_THE TASK_
Reproduce nothing beyond the line containing "path.moveTo(r[0], r[1]);". From the first line of the data below down to it, copy each line exactly, without the pictures.

_RECORDS PROVIDED_
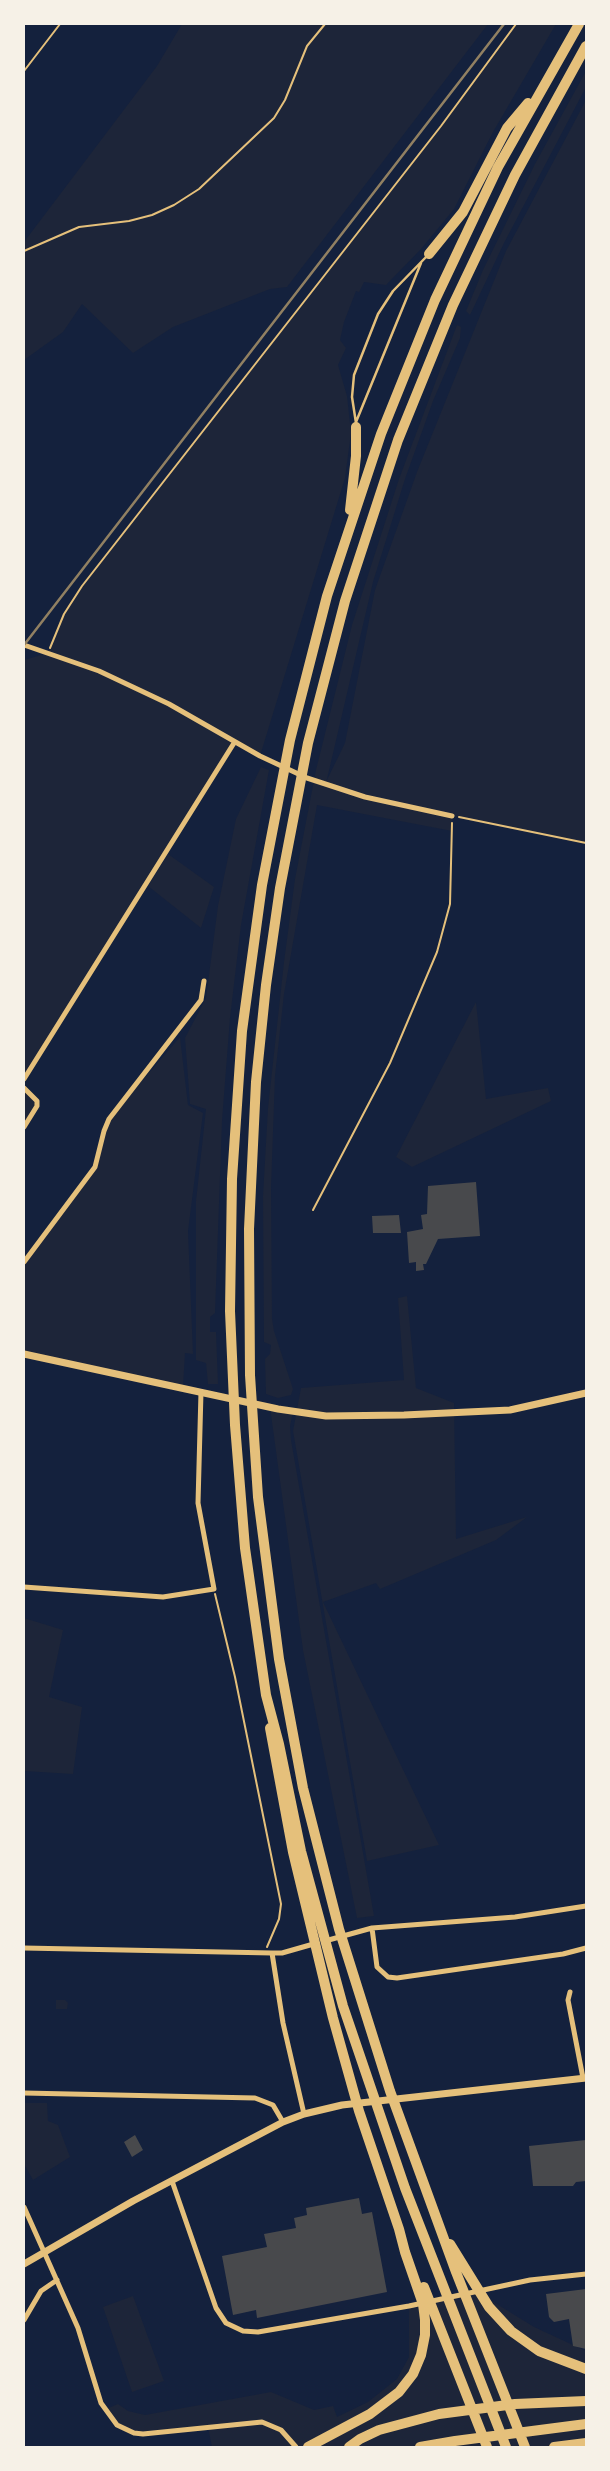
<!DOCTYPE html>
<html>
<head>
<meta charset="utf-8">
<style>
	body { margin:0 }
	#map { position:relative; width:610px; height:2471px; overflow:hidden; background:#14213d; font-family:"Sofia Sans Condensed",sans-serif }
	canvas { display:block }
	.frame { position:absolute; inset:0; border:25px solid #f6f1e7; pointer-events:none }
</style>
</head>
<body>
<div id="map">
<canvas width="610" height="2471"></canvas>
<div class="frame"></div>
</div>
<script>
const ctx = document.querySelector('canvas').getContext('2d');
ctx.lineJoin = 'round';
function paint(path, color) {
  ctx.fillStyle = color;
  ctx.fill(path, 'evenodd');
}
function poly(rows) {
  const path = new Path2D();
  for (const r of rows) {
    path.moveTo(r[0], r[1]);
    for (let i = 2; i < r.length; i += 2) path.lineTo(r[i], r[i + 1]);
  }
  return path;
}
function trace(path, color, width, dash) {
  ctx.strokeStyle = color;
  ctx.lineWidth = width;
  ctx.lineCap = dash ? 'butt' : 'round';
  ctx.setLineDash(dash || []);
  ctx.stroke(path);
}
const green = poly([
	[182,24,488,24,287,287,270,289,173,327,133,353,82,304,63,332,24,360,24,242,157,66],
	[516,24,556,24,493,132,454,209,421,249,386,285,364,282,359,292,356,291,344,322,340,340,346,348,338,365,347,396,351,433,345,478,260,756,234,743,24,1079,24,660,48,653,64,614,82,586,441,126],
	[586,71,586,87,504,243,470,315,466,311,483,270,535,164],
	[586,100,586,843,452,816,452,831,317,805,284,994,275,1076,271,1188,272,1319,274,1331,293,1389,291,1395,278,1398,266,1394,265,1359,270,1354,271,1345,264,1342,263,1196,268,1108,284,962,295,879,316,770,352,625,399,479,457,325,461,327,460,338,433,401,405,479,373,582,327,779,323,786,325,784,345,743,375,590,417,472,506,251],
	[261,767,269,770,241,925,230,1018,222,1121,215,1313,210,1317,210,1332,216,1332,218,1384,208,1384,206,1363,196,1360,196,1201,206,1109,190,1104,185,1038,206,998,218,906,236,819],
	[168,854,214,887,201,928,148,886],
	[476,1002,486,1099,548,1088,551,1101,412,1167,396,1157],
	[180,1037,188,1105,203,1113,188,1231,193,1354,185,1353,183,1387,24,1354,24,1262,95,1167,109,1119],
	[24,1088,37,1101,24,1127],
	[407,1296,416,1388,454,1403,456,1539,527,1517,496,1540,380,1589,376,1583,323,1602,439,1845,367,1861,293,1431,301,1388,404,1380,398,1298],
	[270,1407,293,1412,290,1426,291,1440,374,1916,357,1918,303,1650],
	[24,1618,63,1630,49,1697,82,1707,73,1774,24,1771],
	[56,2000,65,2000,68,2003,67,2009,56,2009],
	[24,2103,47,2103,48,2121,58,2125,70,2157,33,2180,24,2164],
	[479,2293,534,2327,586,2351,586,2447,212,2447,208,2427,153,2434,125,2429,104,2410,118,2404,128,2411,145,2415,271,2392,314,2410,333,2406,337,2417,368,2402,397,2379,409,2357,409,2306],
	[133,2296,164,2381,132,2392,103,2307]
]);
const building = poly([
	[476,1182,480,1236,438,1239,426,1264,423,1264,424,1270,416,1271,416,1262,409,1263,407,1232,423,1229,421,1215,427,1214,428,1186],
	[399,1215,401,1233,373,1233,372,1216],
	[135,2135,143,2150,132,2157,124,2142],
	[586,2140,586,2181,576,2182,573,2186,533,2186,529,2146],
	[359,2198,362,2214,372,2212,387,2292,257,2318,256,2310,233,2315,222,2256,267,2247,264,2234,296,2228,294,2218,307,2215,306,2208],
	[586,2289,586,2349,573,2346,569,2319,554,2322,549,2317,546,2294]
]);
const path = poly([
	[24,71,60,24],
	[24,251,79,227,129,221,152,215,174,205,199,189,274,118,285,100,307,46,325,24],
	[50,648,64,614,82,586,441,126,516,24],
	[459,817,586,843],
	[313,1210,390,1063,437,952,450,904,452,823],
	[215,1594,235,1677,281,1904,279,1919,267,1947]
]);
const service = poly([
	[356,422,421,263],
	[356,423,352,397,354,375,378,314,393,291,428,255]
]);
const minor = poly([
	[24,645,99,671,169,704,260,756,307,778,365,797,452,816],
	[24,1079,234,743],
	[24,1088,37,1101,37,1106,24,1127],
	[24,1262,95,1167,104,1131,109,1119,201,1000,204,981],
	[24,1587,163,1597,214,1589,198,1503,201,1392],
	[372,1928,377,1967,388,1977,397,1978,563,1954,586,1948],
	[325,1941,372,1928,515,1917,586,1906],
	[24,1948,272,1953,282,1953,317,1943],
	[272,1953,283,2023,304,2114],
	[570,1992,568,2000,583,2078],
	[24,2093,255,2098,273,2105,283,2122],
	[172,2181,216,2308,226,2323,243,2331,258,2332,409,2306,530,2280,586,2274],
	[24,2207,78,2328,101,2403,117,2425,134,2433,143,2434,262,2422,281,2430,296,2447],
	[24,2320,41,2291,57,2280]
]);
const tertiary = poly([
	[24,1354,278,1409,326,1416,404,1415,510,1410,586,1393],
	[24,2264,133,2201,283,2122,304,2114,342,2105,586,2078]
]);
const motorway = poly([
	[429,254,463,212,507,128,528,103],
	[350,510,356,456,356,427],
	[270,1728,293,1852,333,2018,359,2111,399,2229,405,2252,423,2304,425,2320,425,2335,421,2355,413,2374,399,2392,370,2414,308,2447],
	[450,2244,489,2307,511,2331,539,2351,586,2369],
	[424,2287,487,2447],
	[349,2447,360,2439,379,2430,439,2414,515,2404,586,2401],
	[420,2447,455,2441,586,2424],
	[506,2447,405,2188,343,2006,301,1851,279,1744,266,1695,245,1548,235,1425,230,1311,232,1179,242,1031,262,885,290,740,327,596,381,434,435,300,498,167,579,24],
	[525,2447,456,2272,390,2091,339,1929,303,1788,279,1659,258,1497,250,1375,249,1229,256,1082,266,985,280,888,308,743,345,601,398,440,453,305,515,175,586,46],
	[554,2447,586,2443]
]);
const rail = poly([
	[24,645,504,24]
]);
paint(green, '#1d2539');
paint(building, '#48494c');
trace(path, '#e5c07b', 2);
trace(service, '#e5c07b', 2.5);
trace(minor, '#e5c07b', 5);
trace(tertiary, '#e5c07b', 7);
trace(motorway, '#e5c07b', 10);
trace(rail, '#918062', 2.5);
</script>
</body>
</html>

_SOLUTION TO THE PROBLEM_
<!DOCTYPE html>
<html>
<head>
<meta charset="utf-8">
<style>
	body { margin:0 }
	#map { position:relative; width:610px; height:2471px; overflow:hidden; background:#14213d; font-family:"Sofia Sans Condensed",sans-serif }
	canvas { display:block }
	.frame { position:absolute; inset:0; border:25px solid #f6f1e7; pointer-events:none }
</style>
</head>
<body>
<div id="map">
<canvas width="610" height="2471"></canvas>
<div class="frame"></div>
</div>
<script>
const ctx = document.querySelector('canvas').getContext('2d');
ctx.lineJoin = 'round';
function paint(path, color) {
  ctx.fillStyle = color;
  ctx.fill(path, 'evenodd');
}
function poly(rows) {
  const path = new Path2D();
  for (const r of rows) {
    path.moveTo(r[0], r[1]);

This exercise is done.